* [TASK STATEMENT] Find the lines of data that contain the string "South", then list them.

[Saved entries]
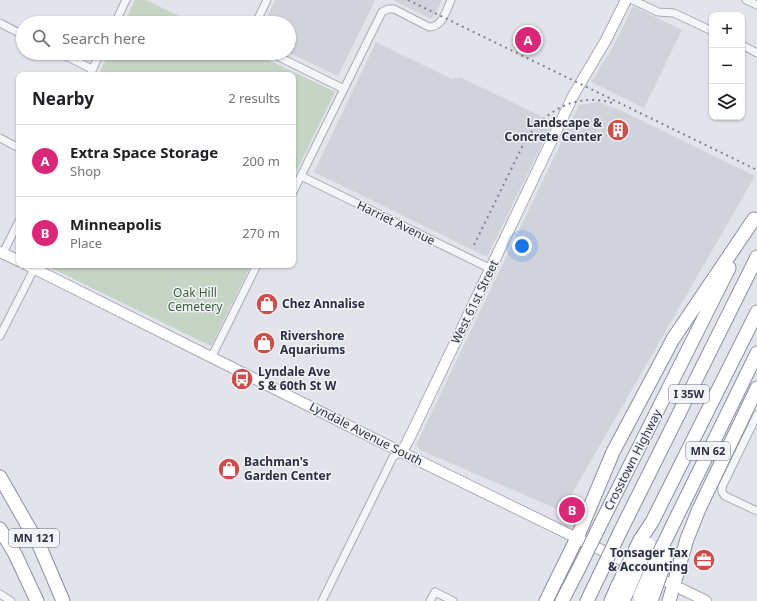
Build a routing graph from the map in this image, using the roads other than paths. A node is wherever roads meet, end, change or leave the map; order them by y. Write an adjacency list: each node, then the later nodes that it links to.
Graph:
1 (126, 0): 8 (street)
2 (267, 0): 9 (street)
3 (451, 0): 19 (street)
4 (626, 0): 32 (main road, West 61st Street)
5 (633, 0): 11 (street)
6 (746, 0): 7 (street)
7 (757, 5)
8 (118, 16)
9 (259, 16)
10 (0, 23): 12 (street)
11 (709, 29)
12 (16, 31)
13 (745, 47): 14 (street)
14 (757, 53)
15 (71, 60): 18 (street)
16 (97, 60): 18 (street)
17 (285, 60): 19 (street)
18 (91, 72)
19 (344, 89): 22 (street)
20 (0, 138): 21 (street)
21 (16, 146)
22 (301, 176): 23 (street); 32 (street, Harriet Avenue)
23 (296, 186)
24 (755, 216): 43 (highway); 55 (highway, Crosstown Highway, bridge)
25 (16, 226): 26 (street)
26 (2, 253): 28 (main road)
27 (757, 257): 56 (highway, I 35W, bridge)
28 (16, 260)
29 (31, 268): 34 (street)
30 (33, 268): 36 (main road, Lyndale Avenue South)
31 (256, 268): 36 (street)
32 (490, 269): 39 (main road, West 61st Street)
33 (757, 312): 45 (highway, I 35W, bridge)
34 (0, 336)
35 (757, 352): 47 (highway, MN 62, bridge)
36 (212, 356): 39 (main road, Lyndale Avenue South)
37 (757, 388): 44 (highway)
38 (757, 415): 41 (street)
39 (401, 452): 43 (main road, Lyndale Avenue South); 51 (street, West 61st Street)
40 (0, 477): 50 (highway, MN 121)
41 (757, 511)
42 (0, 529): 49 (highway, MN 121)
43 (577, 538): 44 (main road, Lyndale Avenue South); 54 (highway)
44 (673, 584): 58 (highway); 59 (main road, Lyndale Avenue South)
45 (623, 592): 57 (highway, I 35W)
46 (0, 594): 48 (street)
47 (645, 600)
48 (10, 601)
49 (37, 601)
50 (63, 601)
51 (322, 601)
52 (430, 601): 53 (street)
53 (453, 601)
54 (546, 601)
55 (562, 601)
56 (587, 601)
57 (611, 601)
58 (669, 601)
59 (706, 601)

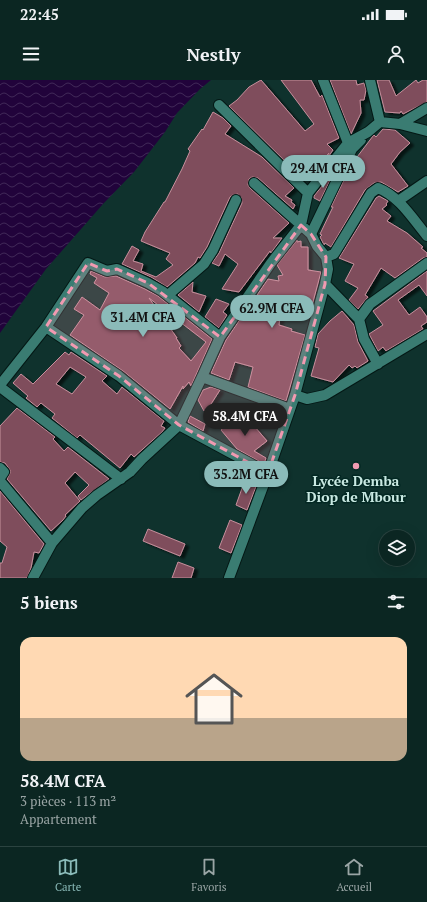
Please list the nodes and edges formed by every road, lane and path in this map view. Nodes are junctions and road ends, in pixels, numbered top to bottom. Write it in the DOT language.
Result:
graph roads {
  1 [pos="323,80"];
  2 [pos="370,80"];
  3 [pos="219,105"];
  4 [pos="427,108"];
  5 [pos="380,122"];
  6 [pos="400,124"];
  7 [pos="427,131"];
  8 [pos="368,132"];
  9 [pos="348,143"];
  10 [pos="427,181"];
  11 [pos="254,183"];
  12 [pos="308,193"];
  13 [pos="236,200"];
  14 [pos="398,201"];
  15 [pos="301,226"];
  16 [pos="311,234"];
  17 [pos="427,236"];
  18 [pos="326,257"];
  19 [pos="427,263"];
  20 [pos="325,284"];
  21 [pos="168,295"];
  22 [pos="359,319"];
  23 [pos="46,327"];
  24 [pos="427,334"];
  25 [pos="220,337"];
  26 [pos="378,364"];
  27 [pos="202,377"];
  28 [pos="0,386"];
  29 [pos="295,395"];
  30 [pos="290,409"];
  31 [pos="179,425"];
  32 [pos="0,468"];
  33 [pos="268,473"];
  34 [pos="0,478"];
  35 [pos="121,479"];
  36 [pos="0,481"];
  37 [pos="52,543"];
  38 [pos="33,578"];
  39 [pos="229,578"];
  1 -- 9 [label="street"];
  2 -- 5 [label="street"];
  3 -- 12 [label="street"];
  4 -- 6 [label="street"];
  5 -- 6 [label="street"];
  5 -- 8 [label="street"];
  6 -- 7 [label="street"];
  8 -- 9 [label="street"];
  8 -- 16 [label="street"];
  9 -- 12 [label="street"];
  10 -- 14 [label="street"];
  11 -- 15 [label="street"];
  12 -- 15 [label="street"];
  13 -- 21 [label="street"];
  14 -- 17 [label="street"];
  14 -- 18 [label="street"];
  15 -- 16 [label="street"];
  15 -- 25 [label="street"];
  16 -- 18 [label="street"];
  18 -- 20 [label="street"];
  19 -- 22 [label="street"];
  20 -- 22 [label="street"];
  20 -- 29 [label="street"];
  21 -- 23 [label="street"];
  21 -- 25 [label="street"];
  22 -- 26 [label="street"];
  23 -- 28 [label="street"];
  23 -- 31 [label="street"];
  24 -- 26 [label="street"];
  25 -- 27 [label="street"];
  26 -- 29 [label="street"];
  27 -- 30 [label="street"];
  27 -- 31 [label="street"];
  28 -- 35 [label="street"];
  29 -- 30 [label="street"];
  30 -- 33 [label="street"];
  31 -- 33 [label="street"];
  31 -- 35 [label="street"];
  32 -- 34 [label="street"];
  33 -- 39 [label="street"];
  35 -- 37 [label="street"];
  36 -- 37 [label="street"];
  37 -- 38 [label="street"];
}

* [REPLY TO THE EXERCISE]
30 (33, 268): 36 (main road, Lyndale Avenue South)
36 (212, 356): 39 (main road, Lyndale Avenue South)
39 (401, 452): 43 (main road, Lyndale Avenue South); 51 (street, West 61st Street)
43 (577, 538): 44 (main road, Lyndale Avenue South); 54 (highway)
44 (673, 584): 58 (highway); 59 (main road, Lyndale Avenue South)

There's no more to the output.